Work to be completed: Repeat the whole listing exactly, leaving nothing out.

Records shown:
_ _ _ _ _ _ _

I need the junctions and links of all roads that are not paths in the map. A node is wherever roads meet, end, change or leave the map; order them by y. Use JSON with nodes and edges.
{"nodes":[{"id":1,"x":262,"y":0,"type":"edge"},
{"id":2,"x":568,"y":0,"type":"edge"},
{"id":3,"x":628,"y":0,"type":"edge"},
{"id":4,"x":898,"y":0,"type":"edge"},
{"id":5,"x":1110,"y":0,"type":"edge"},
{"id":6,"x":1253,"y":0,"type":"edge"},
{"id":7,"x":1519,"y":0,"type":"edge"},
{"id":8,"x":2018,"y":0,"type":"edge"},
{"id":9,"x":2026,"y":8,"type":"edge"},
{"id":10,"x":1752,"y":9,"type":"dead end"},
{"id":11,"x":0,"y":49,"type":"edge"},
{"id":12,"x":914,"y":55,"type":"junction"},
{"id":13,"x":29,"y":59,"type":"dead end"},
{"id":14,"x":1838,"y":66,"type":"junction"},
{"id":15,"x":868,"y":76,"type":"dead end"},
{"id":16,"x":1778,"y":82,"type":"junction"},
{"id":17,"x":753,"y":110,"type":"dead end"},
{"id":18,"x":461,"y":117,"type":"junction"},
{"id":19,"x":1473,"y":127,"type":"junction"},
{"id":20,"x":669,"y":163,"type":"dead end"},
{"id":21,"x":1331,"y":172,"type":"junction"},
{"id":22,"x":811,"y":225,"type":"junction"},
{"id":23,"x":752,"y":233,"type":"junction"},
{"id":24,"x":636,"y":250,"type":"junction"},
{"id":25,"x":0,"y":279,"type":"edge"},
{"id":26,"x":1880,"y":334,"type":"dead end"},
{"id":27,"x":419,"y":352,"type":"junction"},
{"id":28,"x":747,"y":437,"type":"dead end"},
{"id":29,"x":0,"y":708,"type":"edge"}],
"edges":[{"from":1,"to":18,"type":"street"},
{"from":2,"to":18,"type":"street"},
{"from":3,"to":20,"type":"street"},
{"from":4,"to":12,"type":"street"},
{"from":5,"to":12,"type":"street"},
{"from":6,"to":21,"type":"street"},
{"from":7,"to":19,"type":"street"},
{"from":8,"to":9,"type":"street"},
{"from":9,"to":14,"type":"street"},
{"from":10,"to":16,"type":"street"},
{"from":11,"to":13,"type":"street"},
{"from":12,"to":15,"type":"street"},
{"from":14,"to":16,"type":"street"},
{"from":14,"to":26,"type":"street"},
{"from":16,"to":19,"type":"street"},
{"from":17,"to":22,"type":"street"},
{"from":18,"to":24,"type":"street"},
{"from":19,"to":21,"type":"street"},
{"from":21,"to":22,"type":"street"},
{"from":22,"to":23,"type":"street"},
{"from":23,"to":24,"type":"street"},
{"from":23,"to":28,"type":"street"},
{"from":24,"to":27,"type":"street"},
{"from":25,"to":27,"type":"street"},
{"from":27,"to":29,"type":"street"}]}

_ _ _ _ _ _ _

Answer to this exercise:
I need the junctions and links of all roads that are not paths in the map. A node is wherever roads meet, end, change or leave the map; order them by y. Use JSON with nodes and edges.
{"nodes":[{"id":1,"x":262,"y":0,"type":"edge"},
{"id":2,"x":568,"y":0,"type":"edge"},
{"id":3,"x":628,"y":0,"type":"edge"},
{"id":4,"x":898,"y":0,"type":"edge"},
{"id":5,"x":1110,"y":0,"type":"edge"},
{"id":6,"x":1253,"y":0,"type":"edge"},
{"id":7,"x":1519,"y":0,"type":"edge"},
{"id":8,"x":2018,"y":0,"type":"edge"},
{"id":9,"x":2026,"y":8,"type":"edge"},
{"id":10,"x":1752,"y":9,"type":"dead end"},
{"id":11,"x":0,"y":49,"type":"edge"},
{"id":12,"x":914,"y":55,"type":"junction"},
{"id":13,"x":29,"y":59,"type":"dead end"},
{"id":14,"x":1838,"y":66,"type":"junction"},
{"id":15,"x":868,"y":76,"type":"dead end"},
{"id":16,"x":1778,"y":82,"type":"junction"},
{"id":17,"x":753,"y":110,"type":"dead end"},
{"id":18,"x":461,"y":117,"type":"junction"},
{"id":19,"x":1473,"y":127,"type":"junction"},
{"id":20,"x":669,"y":163,"type":"dead end"},
{"id":21,"x":1331,"y":172,"type":"junction"},
{"id":22,"x":811,"y":225,"type":"junction"},
{"id":23,"x":752,"y":233,"type":"junction"},
{"id":24,"x":636,"y":250,"type":"junction"},
{"id":25,"x":0,"y":279,"type":"edge"},
{"id":26,"x":1880,"y":334,"type":"dead end"},
{"id":27,"x":419,"y":352,"type":"junction"},
{"id":28,"x":747,"y":437,"type":"dead end"},
{"id":29,"x":0,"y":708,"type":"edge"}],
"edges":[{"from":1,"to":18,"type":"street"},
{"from":2,"to":18,"type":"street"},
{"from":3,"to":20,"type":"street"},
{"from":4,"to":12,"type":"street"},
{"from":5,"to":12,"type":"street"},
{"from":6,"to":21,"type":"street"},
{"from":7,"to":19,"type":"street"},
{"from":8,"to":9,"type":"street"},
{"from":9,"to":14,"type":"street"},
{"from":10,"to":16,"type":"street"},
{"from":11,"to":13,"type":"street"},
{"from":12,"to":15,"type":"street"},
{"from":14,"to":16,"type":"street"},
{"from":14,"to":26,"type":"street"},
{"from":16,"to":19,"type":"street"},
{"from":17,"to":22,"type":"street"},
{"from":18,"to":24,"type":"street"},
{"from":19,"to":21,"type":"street"},
{"from":21,"to":22,"type":"street"},
{"from":22,"to":23,"type":"street"},
{"from":23,"to":24,"type":"street"},
{"from":23,"to":28,"type":"street"},
{"from":24,"to":27,"type":"street"},
{"from":25,"to":27,"type":"street"},
{"from":27,"to":29,"type":"street"}]}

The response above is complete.